Peu de temps pour causer. Kery James, 31 ans, arrive de Lyon et repart à l'instant. Fulgurante carrière pour un des plus gros vendeurs du rap français. Il parle tout doucement, histoire qu'on le comprenne à demi-mot. Il y a une dizaine d'années, cet enfant de la poésie et des outre-banlieues se convertit à l'islam. Un de ses amis rappeurs a reçu une balle. Tout cela - le pugilat permanent, la brutalité, la perte de repères - le conduit sur la voix de la spiritualité. Il reçoit le nom d'Ali, leste la citation du nom du prophète des bénédictions arabes d'usage, élimine les instruments à vent et à cordes de sa musique au prétexte d'une tradition islamique. «Je n'avais rien calculé. J'avais découvert quelque chose que je voulais partager. Je ne me suis pas rendu compte que le simple fait d'être musulman éveille les soupçons.»
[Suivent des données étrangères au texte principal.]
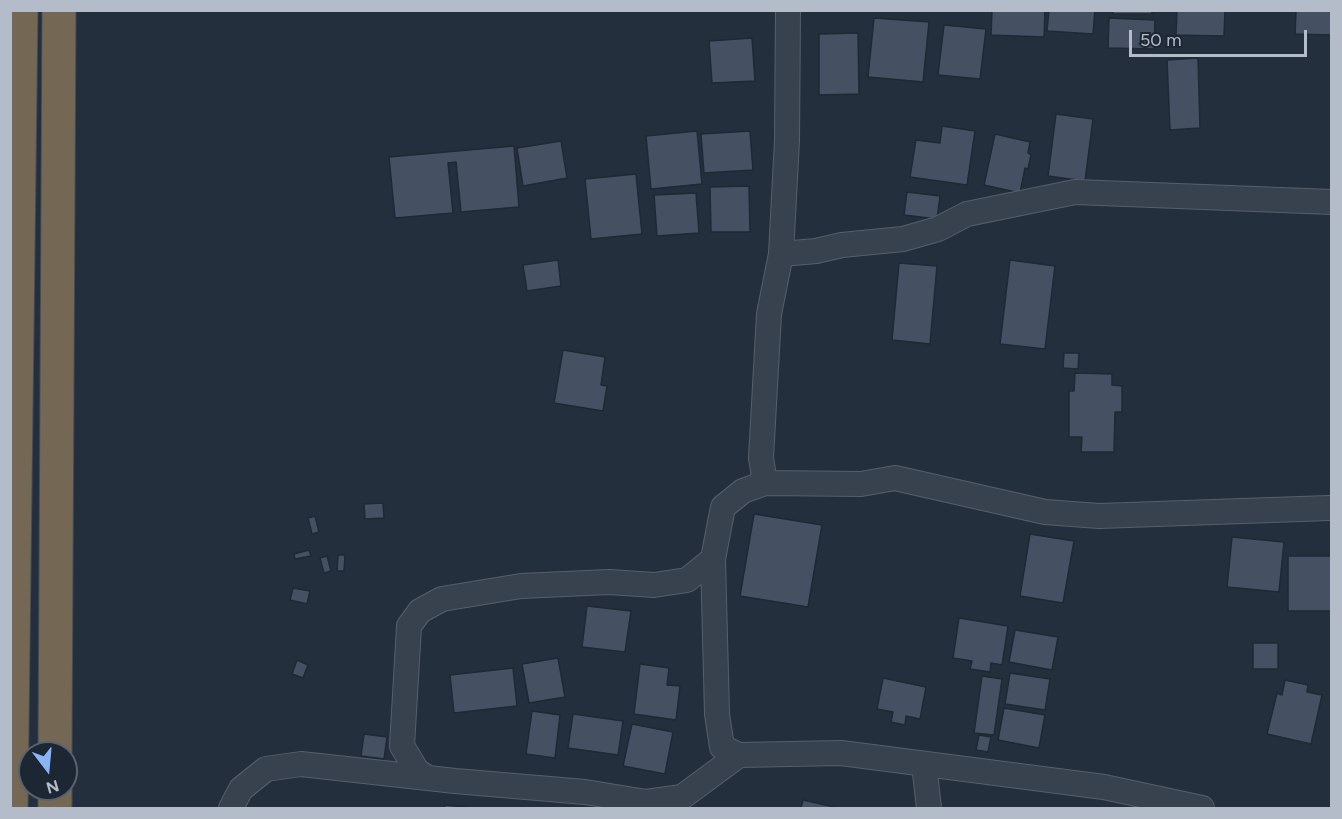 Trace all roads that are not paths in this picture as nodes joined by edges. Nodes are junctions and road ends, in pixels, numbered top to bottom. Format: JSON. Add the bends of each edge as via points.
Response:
{"nodes":[{"id":1,"x":21,"y":10,"type":"edge"},
{"id":2,"x":59,"y":10,"type":"edge"},
{"id":3,"x":788,"y":10,"type":"edge"},
{"id":4,"x":1332,"y":202,"type":"edge"},
{"id":5,"x":781,"y":254,"type":"junction"},
{"id":6,"x":765,"y":483,"type":"junction"},
{"id":7,"x":1331,"y":503,"type":"edge"},
{"id":8,"x":712,"y":559,"type":"junction"},
{"id":9,"x":55,"y":741,"type":"edge"},
{"id":10,"x":739,"y":755,"type":"junction"},
{"id":11,"x":924,"y":764,"type":"junction"},
{"id":12,"x":428,"y":778,"type":"junction"},
{"id":13,"x":11,"y":808,"type":"edge"},
{"id":14,"x":231,"y":808,"type":"edge"},
{"id":15,"x":929,"y":808,"type":"edge"},
{"id":16,"x":1202,"y":808,"type":"edge"}],
"edges":[{"from":1,"to":13,"type":"highway"},
{"from":2,"to":9,"type":"highway"},
{"from":3,"to":5,"type":"street"},
{"from":4,"to":5,"type":"street","via":[[1075,192],[967,214],[939,229],[903,238]]},
{"from":5,"to":6,"type":"street","via":[[769,314],[761,458]]},
{"from":6,"to":7,"type":"street","via":[[861,484],[895,478],[1045,512],[1099,516]]},
{"from":6,"to":8,"type":"street","via":[[743,491],[723,507]]},
{"from":8,"to":10,"type":"street","via":[[717,714],[722,747]]},
{"from":8,"to":12,"type":"street","via":[[687,580],[654,585],[609,582],[521,586],[442,599],[420,611],[409,626],[402,747],[417,771]]},
{"from":10,"to":11,"type":"street","via":[[841,753]]},
{"from":10,"to":12,"type":"street","via":[[682,796],[646,802],[585,792]]},
{"from":11,"to":15,"type":"street"},
{"from":11,"to":16,"type":"street","via":[[1104,787]]},
{"from":12,"to":14,"type":"street","via":[[301,764],[266,768],[241,789]]}]} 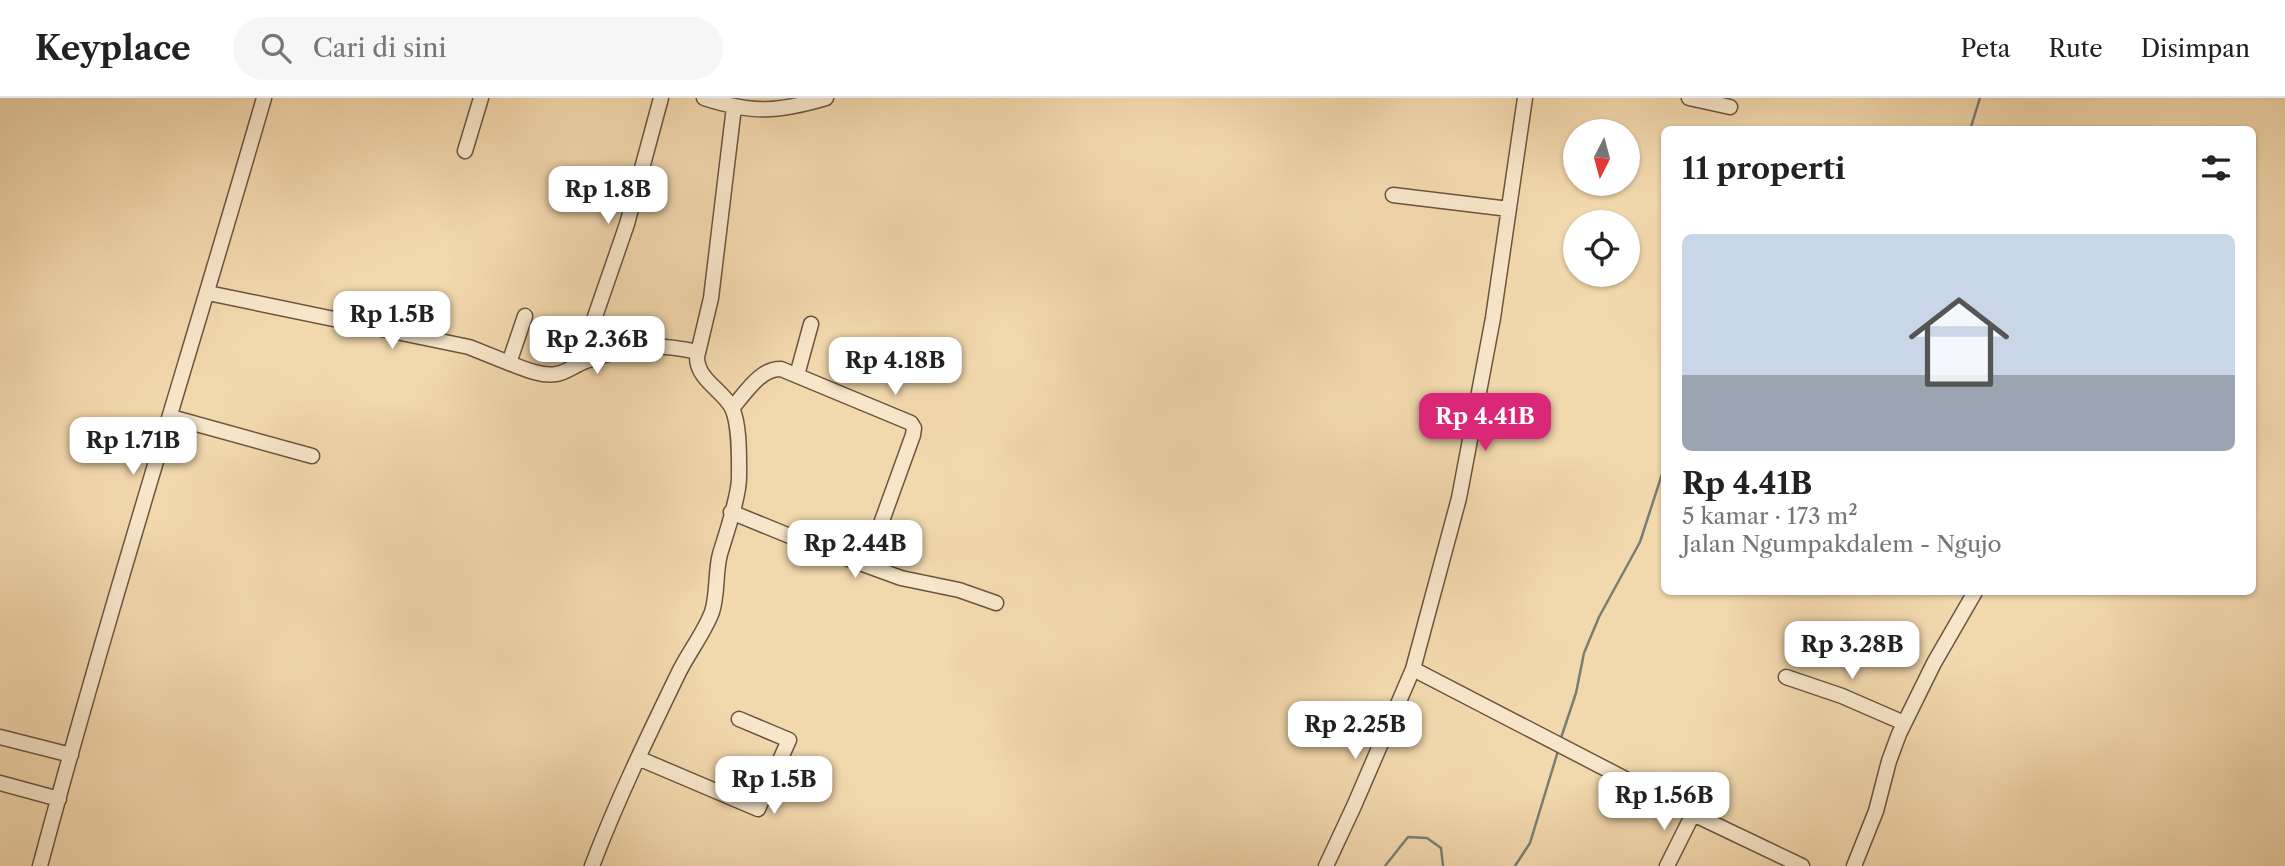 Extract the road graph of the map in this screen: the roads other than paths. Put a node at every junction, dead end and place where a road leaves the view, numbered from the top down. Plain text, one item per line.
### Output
1 (264, 98) edge
2 (481, 98) edge
3 (660, 98) edge
4 (704, 98) edge
5 (826, 98) edge
6 (1525, 98) edge
7 (1689, 98) edge
8 (734, 107) junction
9 (1730, 107) dead end
10 (465, 151) dead end
11 (1392, 195) dead end
12 (1509, 209) junction
13 (208, 293) junction
14 (525, 316) dead end
15 (811, 324) dead end
16 (698, 352) junction
17 (509, 363) junction
18 (579, 363) junction
19 (797, 375) junction
20 (732, 408) junction
21 (171, 417) junction
22 (312, 456) dead end
23 (731, 512) junction
24 (866, 565) junction
25 (1973, 595) edge
26 (996, 603) dead end
27 (1413, 670) junction
28 (1786, 677) dead end
29 (739, 719) dead end
30 (1904, 723) junction
31 (0, 737) edge
32 (71, 755) junction
33 (638, 758) junction
34 (0, 783) edge
35 (59, 799) junction
36 (1693, 814) junction
37 (40, 866) edge
38 (592, 866) edge
39 (1326, 866) edge
40 (1667, 866) edge
41 (1802, 866) edge
42 (1854, 866) edge

1 - 13 street
2 - 10 street
3 - 18 street
4 - 8 street
5 - 8 street
6 - 12 street
7 - 9 street
8 - 16 street
11 - 12 street
12 - 27 street
13 - 17 street
13 - 21 street
14 - 17 street
15 - 19 street
16 - 18 street
16 - 20 street
17 - 18 street
19 - 20 street
19 - 24 street
20 - 23 street
21 - 22 street
21 - 32 street
23 - 24 street
23 - 33 street
24 - 26 street
25 - 30 street
27 - 36 street
27 - 39 street
28 - 30 street
29 - 33 street
30 - 42 street
31 - 32 street
32 - 35 street
33 - 38 street
34 - 35 street
35 - 37 street
36 - 40 street
36 - 41 street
La complicité entre le hip-hop et l'islam est une affaire ancienne, pourtant. Elle se tisse peut-être dès la fin des années 60, dans l'Amérique de la Nation of Islam, avec le groupe fondateur des Last Poets dont plusieurs membres se convertissent. Aujourd'hui, Lupe Fiasco, Ice Cube, Ghostface Killah et RZA, Mos Def, Talib Kweli, Q-Tip, ont choisi un islam sur lequel ils restent en général assez discrets dans leur prose. En France, Akhenaton de IAM, Disiz La Peste ou Abd Al Malik ont aussi adopté la religion de Mahomet. «Ce n'est pas facile. En France, quand on est musulman, on devient un drap blanc sur laquelle la moindre tache paraît disproportionnée. Je n'adhère à aucune interprétation politique de ma religion. Et pourtant, ma foi joue un rôle. Elle est, pour moi, l'arbitre de mes actes.» La première maison de disques de Kery James se rebiffe. Sur les plateaux de télé, après le 11 septembre, la rigueur du rappeur passe pour de l'intégrisme. Pour certains, il incarne cette jeunesse française, souvent issue de l'immigration et banlieusarde, dont on ne comprend plus l'identité changeante. «Je n'aurais peut-être rien dû dire, garder cela pour moi.»

Conversion contestataire

A Carouge, samedi, dans cette cohorte de premières parties où les rappeurs locaux précèdent Kery James, un autre musicien évoque volontiers sa conversion. C'était il y a cinq ans. Anuar, ancien membre du combo genevois Le D.U.O., prononçait la profession de foi. «Je voulais faire partie d'une voie. J'ai cru que je devais me rendre à la mosquée et je l'ai fait. Même si l'essentiel devait se passer à l'intérieur de moi.» Anuar n'a pas islamisé son rap. Il insiste sur l'humanisme qui sous-tend sa philosophie («Je ne me prétends pas meilleur que les juifs, les chrétiens ou les bouddhistes»). Mais l'islam, tout de même, n'est pas arrivé par hasard. «Le rap est la musique des minorités, des exclus. La conversion à l'islam, religion du peuple simple et accessible, fait sans doute partie d'une forme de contestation.» Anuar, sur scène, élabore un rap conscient, animé, de tolérance, où sont fustigés les «trafiquants de vérité dont Jésus et Muhammad ont honte». En substitut à l'esthétique gangster, certains ont choisi la conversion à une religion ne relevant pas du système jugé dominant. Anti-colonialiste et militant, l'islam d'un Kery James suggère l'échappée belle.